| What the task asks |
Each entry that follows should be written again verbatim.

[Records for the exercise — start]

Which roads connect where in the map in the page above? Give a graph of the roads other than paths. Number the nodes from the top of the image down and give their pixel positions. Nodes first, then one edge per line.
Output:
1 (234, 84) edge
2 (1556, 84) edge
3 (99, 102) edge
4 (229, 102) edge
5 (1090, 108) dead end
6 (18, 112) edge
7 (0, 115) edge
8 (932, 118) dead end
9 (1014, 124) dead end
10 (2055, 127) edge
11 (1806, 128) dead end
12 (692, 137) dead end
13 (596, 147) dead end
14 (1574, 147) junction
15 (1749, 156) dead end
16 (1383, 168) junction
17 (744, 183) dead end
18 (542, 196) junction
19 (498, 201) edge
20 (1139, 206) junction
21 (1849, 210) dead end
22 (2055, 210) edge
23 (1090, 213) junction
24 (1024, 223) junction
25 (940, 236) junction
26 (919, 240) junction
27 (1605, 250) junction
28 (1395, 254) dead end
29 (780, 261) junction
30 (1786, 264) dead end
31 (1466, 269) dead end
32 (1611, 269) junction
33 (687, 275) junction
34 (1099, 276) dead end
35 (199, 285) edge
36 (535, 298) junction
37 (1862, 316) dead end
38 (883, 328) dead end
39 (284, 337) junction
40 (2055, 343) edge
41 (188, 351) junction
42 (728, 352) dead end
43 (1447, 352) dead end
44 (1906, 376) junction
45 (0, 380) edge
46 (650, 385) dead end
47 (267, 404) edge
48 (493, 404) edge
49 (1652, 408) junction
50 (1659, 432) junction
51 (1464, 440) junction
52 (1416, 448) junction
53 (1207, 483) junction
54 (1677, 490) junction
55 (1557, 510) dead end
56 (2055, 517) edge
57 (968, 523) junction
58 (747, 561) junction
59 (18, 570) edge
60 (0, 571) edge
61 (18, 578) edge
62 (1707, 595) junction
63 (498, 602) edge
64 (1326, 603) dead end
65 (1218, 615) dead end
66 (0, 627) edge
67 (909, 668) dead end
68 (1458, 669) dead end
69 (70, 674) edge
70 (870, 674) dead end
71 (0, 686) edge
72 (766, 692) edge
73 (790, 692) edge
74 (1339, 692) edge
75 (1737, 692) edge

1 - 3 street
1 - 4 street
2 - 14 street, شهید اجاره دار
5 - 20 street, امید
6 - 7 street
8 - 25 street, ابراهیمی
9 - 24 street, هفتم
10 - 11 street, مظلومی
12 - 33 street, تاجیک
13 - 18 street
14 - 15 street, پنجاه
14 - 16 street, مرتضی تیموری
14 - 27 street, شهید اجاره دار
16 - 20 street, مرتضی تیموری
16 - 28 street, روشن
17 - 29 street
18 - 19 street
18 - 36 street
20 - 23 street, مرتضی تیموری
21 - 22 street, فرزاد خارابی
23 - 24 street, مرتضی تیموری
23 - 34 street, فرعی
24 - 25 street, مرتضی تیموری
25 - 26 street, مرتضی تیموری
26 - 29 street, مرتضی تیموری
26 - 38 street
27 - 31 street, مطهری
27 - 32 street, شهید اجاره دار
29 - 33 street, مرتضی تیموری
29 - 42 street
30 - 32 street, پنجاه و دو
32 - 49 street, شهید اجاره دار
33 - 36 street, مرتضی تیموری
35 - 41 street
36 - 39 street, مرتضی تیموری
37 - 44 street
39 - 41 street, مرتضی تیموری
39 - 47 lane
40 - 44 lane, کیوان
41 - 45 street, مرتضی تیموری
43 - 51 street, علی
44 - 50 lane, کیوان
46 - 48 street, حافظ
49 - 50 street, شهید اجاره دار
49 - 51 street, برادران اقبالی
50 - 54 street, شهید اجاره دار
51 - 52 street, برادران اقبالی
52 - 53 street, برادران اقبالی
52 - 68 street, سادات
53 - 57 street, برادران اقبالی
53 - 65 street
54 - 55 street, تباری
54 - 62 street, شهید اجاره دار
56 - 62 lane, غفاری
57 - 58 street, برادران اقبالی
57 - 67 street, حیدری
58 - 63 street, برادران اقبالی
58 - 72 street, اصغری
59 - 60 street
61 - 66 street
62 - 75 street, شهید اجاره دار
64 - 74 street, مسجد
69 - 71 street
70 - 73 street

[Records for the exercise — finish]

| Problem solution |
Which roads connect where in the map in the page above? Give a graph of the roads other than paths. Number the nodes from the top of the image down and give their pixel positions. Nodes first, then one edge per line.
Output:
1 (234, 84) edge
2 (1556, 84) edge
3 (99, 102) edge
4 (229, 102) edge
5 (1090, 108) dead end
6 (18, 112) edge
7 (0, 115) edge
8 (932, 118) dead end
9 (1014, 124) dead end
10 (2055, 127) edge
11 (1806, 128) dead end
12 (692, 137) dead end
13 (596, 147) dead end
14 (1574, 147) junction
15 (1749, 156) dead end
16 (1383, 168) junction
17 (744, 183) dead end
18 (542, 196) junction
19 (498, 201) edge
20 (1139, 206) junction
21 (1849, 210) dead end
22 (2055, 210) edge
23 (1090, 213) junction
24 (1024, 223) junction
25 (940, 236) junction
26 (919, 240) junction
27 (1605, 250) junction
28 (1395, 254) dead end
29 (780, 261) junction
30 (1786, 264) dead end
31 (1466, 269) dead end
32 (1611, 269) junction
33 (687, 275) junction
34 (1099, 276) dead end
35 (199, 285) edge
36 (535, 298) junction
37 (1862, 316) dead end
38 (883, 328) dead end
39 (284, 337) junction
40 (2055, 343) edge
41 (188, 351) junction
42 (728, 352) dead end
43 (1447, 352) dead end
44 (1906, 376) junction
45 (0, 380) edge
46 (650, 385) dead end
47 (267, 404) edge
48 (493, 404) edge
49 (1652, 408) junction
50 (1659, 432) junction
51 (1464, 440) junction
52 (1416, 448) junction
53 (1207, 483) junction
54 (1677, 490) junction
55 (1557, 510) dead end
56 (2055, 517) edge
57 (968, 523) junction
58 (747, 561) junction
59 (18, 570) edge
60 (0, 571) edge
61 (18, 578) edge
62 (1707, 595) junction
63 (498, 602) edge
64 (1326, 603) dead end
65 (1218, 615) dead end
66 (0, 627) edge
67 (909, 668) dead end
68 (1458, 669) dead end
69 (70, 674) edge
70 (870, 674) dead end
71 (0, 686) edge
72 (766, 692) edge
73 (790, 692) edge
74 (1339, 692) edge
75 (1737, 692) edge

1 - 3 street
1 - 4 street
2 - 14 street, شهید اجاره دار
5 - 20 street, امید
6 - 7 street
8 - 25 street, ابراهیمی
9 - 24 street, هفتم
10 - 11 street, مظلومی
12 - 33 street, تاجیک
13 - 18 street
14 - 15 street, پنجاه
14 - 16 street, مرتضی تیموری
14 - 27 street, شهید اجاره دار
16 - 20 street, مرتضی تیموری
16 - 28 street, روشن
17 - 29 street
18 - 19 street
18 - 36 street
20 - 23 street, مرتضی تیموری
21 - 22 street, فرزاد خارابی
23 - 24 street, مرتضی تیموری
23 - 34 street, فرعی
24 - 25 street, مرتضی تیموری
25 - 26 street, مرتضی تیموری
26 - 29 street, مرتضی تیموری
26 - 38 street
27 - 31 street, مطهری
27 - 32 street, شهید اجاره دار
29 - 33 street, مرتضی تیموری
29 - 42 street
30 - 32 street, پنجاه و دو
32 - 49 street, شهید اجاره دار
33 - 36 street, مرتضی تیموری
35 - 41 street
36 - 39 street, مرتضی تیموری
37 - 44 street
39 - 41 street, مرتضی تیموری
39 - 47 lane
40 - 44 lane, کیوان
41 - 45 street, مرتضی تیموری
43 - 51 street, علی
44 - 50 lane, کیوان
46 - 48 street, حافظ
49 - 50 street, شهید اجاره دار
49 - 51 street, برادران اقبالی
50 - 54 street, شهید اجاره دار
51 - 52 street, برادران اقبالی
52 - 53 street, برادران اقبالی
52 - 68 street, سادات
53 - 57 street, برادران اقبالی
53 - 65 street
54 - 55 street, تباری
54 - 62 street, شهید اجاره دار
56 - 62 lane, غفاری
57 - 58 street, برادران اقبالی
57 - 67 street, حیدری
58 - 63 street, برادران اقبالی
58 - 72 street, اصغری
59 - 60 street
61 - 66 street
62 - 75 street, شهید اجاره دار
64 - 74 street, مسجد
69 - 71 street
70 - 73 street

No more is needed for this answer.